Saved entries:
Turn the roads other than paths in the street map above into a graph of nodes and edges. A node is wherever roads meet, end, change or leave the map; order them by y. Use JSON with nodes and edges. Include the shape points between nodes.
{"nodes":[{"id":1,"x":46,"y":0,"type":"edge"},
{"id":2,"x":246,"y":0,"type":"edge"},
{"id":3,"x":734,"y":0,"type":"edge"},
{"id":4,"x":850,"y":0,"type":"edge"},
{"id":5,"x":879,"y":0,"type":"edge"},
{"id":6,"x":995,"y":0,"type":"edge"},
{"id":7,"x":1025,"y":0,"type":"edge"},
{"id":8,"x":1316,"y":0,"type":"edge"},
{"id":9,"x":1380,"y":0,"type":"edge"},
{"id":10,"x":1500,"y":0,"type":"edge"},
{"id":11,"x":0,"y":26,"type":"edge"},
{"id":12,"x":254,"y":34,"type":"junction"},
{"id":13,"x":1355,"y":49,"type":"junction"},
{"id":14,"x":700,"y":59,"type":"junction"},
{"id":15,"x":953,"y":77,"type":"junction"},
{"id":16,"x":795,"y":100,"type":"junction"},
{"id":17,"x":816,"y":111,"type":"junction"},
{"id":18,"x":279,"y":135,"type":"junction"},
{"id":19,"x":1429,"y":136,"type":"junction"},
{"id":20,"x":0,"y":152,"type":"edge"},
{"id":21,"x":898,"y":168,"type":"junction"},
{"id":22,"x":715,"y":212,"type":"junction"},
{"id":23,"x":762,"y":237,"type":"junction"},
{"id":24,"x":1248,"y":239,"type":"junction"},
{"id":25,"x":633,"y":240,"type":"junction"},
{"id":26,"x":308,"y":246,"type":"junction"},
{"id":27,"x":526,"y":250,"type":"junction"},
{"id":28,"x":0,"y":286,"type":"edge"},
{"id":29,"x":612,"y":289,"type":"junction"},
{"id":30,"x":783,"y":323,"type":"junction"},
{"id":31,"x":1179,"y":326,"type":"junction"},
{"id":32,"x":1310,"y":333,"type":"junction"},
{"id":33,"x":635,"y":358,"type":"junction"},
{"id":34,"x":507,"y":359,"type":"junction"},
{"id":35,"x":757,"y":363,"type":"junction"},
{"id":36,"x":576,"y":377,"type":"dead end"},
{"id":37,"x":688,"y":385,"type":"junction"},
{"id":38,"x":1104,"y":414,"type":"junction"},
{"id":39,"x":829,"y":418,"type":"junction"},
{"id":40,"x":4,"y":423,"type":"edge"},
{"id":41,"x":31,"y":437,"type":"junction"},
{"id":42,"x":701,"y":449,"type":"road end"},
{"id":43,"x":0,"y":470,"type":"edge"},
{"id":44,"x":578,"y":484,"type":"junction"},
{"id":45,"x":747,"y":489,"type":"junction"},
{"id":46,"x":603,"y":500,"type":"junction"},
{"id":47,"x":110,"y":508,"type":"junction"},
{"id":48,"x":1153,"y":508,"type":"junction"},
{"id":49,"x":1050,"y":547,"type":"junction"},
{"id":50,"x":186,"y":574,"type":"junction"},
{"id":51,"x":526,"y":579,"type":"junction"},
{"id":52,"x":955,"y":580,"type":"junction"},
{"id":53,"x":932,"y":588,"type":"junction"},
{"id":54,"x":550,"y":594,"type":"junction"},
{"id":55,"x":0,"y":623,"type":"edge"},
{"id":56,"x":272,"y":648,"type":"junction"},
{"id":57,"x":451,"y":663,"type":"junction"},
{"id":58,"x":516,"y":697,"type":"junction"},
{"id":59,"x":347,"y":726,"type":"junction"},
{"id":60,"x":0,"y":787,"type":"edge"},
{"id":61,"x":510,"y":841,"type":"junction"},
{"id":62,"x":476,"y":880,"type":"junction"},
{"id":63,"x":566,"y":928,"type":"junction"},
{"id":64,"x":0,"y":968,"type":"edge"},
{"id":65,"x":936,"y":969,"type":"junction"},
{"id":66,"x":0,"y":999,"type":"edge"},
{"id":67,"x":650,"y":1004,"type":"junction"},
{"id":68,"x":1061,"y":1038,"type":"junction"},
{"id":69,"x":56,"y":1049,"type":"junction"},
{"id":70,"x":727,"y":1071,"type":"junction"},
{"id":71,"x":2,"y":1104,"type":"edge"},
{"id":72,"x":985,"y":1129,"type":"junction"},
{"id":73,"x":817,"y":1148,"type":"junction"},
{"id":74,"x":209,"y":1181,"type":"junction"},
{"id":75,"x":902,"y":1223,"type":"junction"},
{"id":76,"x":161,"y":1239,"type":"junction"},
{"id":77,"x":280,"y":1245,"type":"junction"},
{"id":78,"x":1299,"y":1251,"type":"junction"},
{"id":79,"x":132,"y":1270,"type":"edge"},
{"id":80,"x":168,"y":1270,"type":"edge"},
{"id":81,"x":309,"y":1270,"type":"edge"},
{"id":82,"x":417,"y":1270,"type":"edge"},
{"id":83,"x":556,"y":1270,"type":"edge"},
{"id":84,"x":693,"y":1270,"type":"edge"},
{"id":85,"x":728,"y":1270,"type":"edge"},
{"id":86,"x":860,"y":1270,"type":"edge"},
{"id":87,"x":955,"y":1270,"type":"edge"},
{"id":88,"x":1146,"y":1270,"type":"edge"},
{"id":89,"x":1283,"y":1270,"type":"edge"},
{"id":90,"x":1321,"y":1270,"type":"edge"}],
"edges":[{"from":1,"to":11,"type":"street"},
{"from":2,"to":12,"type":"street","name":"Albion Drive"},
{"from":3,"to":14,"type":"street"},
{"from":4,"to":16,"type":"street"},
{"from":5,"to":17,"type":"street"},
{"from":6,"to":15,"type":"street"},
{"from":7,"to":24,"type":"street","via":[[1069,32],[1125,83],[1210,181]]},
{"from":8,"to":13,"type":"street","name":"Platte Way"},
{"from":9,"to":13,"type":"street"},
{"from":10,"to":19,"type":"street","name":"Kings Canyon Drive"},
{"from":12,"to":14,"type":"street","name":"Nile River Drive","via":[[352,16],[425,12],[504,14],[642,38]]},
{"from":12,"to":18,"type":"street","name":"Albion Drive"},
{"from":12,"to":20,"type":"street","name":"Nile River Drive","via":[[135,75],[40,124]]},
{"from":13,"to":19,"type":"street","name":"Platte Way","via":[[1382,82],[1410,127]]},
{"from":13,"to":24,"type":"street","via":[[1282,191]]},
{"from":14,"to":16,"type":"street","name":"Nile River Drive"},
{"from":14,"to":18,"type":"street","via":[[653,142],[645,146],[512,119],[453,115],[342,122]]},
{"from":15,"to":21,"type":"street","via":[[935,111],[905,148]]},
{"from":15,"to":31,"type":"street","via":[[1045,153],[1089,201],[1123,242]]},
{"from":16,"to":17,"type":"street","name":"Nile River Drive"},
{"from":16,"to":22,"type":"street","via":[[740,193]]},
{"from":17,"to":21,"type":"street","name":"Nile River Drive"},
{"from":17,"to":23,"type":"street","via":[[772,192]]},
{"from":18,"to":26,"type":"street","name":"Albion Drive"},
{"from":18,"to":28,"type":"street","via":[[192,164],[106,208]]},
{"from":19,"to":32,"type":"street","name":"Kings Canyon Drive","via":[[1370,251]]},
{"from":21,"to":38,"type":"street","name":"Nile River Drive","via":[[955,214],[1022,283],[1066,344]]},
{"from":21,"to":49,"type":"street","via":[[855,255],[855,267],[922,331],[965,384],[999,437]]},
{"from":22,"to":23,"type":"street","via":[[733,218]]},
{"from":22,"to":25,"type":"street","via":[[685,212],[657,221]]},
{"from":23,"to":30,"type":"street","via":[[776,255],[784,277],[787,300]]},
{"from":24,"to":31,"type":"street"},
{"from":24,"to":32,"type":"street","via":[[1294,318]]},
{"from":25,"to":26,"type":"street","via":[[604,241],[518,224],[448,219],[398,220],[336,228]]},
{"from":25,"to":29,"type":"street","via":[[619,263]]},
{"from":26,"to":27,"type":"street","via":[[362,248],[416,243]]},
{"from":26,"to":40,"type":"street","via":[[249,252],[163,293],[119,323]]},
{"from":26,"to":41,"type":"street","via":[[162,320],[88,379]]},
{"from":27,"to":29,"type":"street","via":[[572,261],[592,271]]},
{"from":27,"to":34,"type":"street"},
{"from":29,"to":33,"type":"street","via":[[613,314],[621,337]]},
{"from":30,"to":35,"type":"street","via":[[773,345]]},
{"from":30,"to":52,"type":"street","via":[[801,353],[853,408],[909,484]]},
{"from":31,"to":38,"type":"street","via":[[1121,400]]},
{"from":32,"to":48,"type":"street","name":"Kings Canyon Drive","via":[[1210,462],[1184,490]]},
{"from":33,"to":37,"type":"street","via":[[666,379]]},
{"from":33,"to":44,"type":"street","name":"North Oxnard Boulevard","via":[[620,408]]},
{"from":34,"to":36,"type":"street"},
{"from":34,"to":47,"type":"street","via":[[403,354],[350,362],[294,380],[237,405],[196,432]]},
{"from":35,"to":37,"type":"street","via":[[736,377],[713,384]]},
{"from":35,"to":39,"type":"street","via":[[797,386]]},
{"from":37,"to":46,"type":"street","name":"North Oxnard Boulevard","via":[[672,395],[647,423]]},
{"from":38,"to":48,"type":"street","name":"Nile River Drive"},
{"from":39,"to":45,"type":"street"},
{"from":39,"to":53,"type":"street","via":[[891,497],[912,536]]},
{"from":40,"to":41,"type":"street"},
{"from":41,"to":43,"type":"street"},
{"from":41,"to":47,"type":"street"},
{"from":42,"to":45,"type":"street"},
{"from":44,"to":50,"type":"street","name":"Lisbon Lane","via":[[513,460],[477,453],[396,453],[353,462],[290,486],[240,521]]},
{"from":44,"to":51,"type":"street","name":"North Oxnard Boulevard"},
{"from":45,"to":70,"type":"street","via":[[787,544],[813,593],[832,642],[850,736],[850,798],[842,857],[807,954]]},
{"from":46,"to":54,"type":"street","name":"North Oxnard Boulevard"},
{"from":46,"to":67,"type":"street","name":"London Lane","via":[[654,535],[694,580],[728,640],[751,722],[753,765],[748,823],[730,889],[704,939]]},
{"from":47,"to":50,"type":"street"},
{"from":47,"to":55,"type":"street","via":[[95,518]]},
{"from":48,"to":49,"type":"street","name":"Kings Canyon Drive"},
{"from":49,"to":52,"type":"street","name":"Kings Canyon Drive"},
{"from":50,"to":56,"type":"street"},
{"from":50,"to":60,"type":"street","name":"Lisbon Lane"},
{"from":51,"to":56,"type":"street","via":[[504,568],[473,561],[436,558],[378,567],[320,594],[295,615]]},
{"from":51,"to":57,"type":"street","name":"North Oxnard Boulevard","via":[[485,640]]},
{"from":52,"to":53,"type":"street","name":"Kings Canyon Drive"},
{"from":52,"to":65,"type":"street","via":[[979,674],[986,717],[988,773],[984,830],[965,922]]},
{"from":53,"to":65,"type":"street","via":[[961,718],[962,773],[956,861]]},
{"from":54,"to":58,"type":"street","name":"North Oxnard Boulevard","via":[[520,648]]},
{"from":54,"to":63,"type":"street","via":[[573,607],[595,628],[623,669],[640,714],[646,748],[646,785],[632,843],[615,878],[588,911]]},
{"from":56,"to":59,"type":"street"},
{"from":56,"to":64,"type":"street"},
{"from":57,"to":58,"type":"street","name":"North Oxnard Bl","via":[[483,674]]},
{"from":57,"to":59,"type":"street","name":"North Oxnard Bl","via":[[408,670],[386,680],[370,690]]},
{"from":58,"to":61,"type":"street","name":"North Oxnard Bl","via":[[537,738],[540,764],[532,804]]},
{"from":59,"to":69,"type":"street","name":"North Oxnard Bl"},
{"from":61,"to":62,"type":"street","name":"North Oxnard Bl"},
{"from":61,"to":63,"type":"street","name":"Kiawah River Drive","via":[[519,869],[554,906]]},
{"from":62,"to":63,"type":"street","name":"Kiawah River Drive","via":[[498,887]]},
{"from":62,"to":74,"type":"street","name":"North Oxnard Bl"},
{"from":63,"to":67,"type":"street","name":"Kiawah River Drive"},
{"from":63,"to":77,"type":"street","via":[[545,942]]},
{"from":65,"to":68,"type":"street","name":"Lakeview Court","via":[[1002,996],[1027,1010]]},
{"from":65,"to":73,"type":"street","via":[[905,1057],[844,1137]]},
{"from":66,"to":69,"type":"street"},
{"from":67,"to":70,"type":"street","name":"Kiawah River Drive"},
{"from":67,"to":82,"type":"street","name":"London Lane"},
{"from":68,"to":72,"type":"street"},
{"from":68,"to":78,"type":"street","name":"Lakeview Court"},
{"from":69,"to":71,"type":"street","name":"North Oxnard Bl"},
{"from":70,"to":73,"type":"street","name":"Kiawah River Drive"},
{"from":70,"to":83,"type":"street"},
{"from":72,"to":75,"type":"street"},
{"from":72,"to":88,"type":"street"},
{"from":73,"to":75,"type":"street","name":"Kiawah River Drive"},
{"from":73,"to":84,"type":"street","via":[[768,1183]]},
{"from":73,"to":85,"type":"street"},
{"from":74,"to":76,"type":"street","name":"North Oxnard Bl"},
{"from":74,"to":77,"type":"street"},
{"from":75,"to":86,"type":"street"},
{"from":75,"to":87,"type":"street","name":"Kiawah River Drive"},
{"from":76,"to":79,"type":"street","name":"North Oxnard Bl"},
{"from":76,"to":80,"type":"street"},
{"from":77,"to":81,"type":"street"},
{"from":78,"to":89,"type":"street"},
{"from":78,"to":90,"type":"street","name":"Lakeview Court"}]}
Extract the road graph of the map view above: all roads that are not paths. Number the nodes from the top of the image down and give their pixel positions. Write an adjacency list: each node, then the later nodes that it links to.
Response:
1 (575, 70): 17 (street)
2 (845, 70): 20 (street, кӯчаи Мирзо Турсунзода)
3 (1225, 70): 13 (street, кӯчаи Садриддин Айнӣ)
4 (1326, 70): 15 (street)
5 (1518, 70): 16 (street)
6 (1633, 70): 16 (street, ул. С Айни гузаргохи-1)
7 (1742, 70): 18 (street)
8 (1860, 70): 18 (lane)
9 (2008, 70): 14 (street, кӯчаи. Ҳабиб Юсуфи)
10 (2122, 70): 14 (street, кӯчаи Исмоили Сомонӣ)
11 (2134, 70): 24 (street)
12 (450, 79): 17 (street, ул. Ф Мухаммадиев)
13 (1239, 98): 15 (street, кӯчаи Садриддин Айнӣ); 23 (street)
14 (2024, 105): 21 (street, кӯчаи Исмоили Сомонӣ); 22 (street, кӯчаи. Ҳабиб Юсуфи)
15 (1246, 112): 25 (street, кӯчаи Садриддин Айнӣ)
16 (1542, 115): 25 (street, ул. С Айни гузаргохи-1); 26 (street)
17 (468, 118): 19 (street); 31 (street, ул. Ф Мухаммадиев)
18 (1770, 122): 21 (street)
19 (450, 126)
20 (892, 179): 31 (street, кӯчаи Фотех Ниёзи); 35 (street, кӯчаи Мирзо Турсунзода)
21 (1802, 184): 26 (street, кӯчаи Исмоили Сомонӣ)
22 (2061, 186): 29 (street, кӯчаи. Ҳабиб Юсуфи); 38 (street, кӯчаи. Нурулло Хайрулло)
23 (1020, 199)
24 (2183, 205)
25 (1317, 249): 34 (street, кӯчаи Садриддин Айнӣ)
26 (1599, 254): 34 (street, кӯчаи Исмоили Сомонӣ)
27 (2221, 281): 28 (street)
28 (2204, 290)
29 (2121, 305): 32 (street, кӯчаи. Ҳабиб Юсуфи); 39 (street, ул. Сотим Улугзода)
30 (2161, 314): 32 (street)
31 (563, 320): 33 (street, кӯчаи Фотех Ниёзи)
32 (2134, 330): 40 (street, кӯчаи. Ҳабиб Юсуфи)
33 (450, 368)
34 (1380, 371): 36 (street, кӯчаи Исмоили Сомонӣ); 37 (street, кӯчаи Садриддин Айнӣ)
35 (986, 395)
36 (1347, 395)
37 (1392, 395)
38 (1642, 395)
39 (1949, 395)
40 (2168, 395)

- _YOUR OBJECTIVE_
Would you return, unchanged, the lines from the one containing "Extract the road" through the end of the entries?

- _RESPONSE BOX_
Extract the road graph of the map view above: all roads that are not paths. Number the nodes from the top of the image down and give their pixel positions. Write an adjacency list: each node, then the later nodes that it links to.
Response:
1 (575, 70): 17 (street)
2 (845, 70): 20 (street, кӯчаи Мирзо Турсунзода)
3 (1225, 70): 13 (street, кӯчаи Садриддин Айнӣ)
4 (1326, 70): 15 (street)
5 (1518, 70): 16 (street)
6 (1633, 70): 16 (street, ул. С Айни гузаргохи-1)
7 (1742, 70): 18 (street)
8 (1860, 70): 18 (lane)
9 (2008, 70): 14 (street, кӯчаи. Ҳабиб Юсуфи)
10 (2122, 70): 14 (street, кӯчаи Исмоили Сомонӣ)
11 (2134, 70): 24 (street)
12 (450, 79): 17 (street, ул. Ф Мухаммадиев)
13 (1239, 98): 15 (street, кӯчаи Садриддин Айнӣ); 23 (street)
14 (2024, 105): 21 (street, кӯчаи Исмоили Сомонӣ); 22 (street, кӯчаи. Ҳабиб Юсуфи)
15 (1246, 112): 25 (street, кӯчаи Садриддин Айнӣ)
16 (1542, 115): 25 (street, ул. С Айни гузаргохи-1); 26 (street)
17 (468, 118): 19 (street); 31 (street, ул. Ф Мухаммадиев)
18 (1770, 122): 21 (street)
19 (450, 126)
20 (892, 179): 31 (street, кӯчаи Фотех Ниёзи); 35 (street, кӯчаи Мирзо Турсунзода)
21 (1802, 184): 26 (street, кӯчаи Исмоили Сомонӣ)
22 (2061, 186): 29 (street, кӯчаи. Ҳабиб Юсуфи); 38 (street, кӯчаи. Нурулло Хайрулло)
23 (1020, 199)
24 (2183, 205)
25 (1317, 249): 34 (street, кӯчаи Садриддин Айнӣ)
26 (1599, 254): 34 (street, кӯчаи Исмоили Сомонӣ)
27 (2221, 281): 28 (street)
28 (2204, 290)
29 (2121, 305): 32 (street, кӯчаи. Ҳабиб Юсуфи); 39 (street, ул. Сотим Улугзода)
30 (2161, 314): 32 (street)
31 (563, 320): 33 (street, кӯчаи Фотех Ниёзи)
32 (2134, 330): 40 (street, кӯчаи. Ҳабиб Юсуфи)
33 (450, 368)
34 (1380, 371): 36 (street, кӯчаи Исмоили Сомонӣ); 37 (street, кӯчаи Садриддин Айнӣ)
35 (986, 395)
36 (1347, 395)
37 (1392, 395)
38 (1642, 395)
39 (1949, 395)
40 (2168, 395)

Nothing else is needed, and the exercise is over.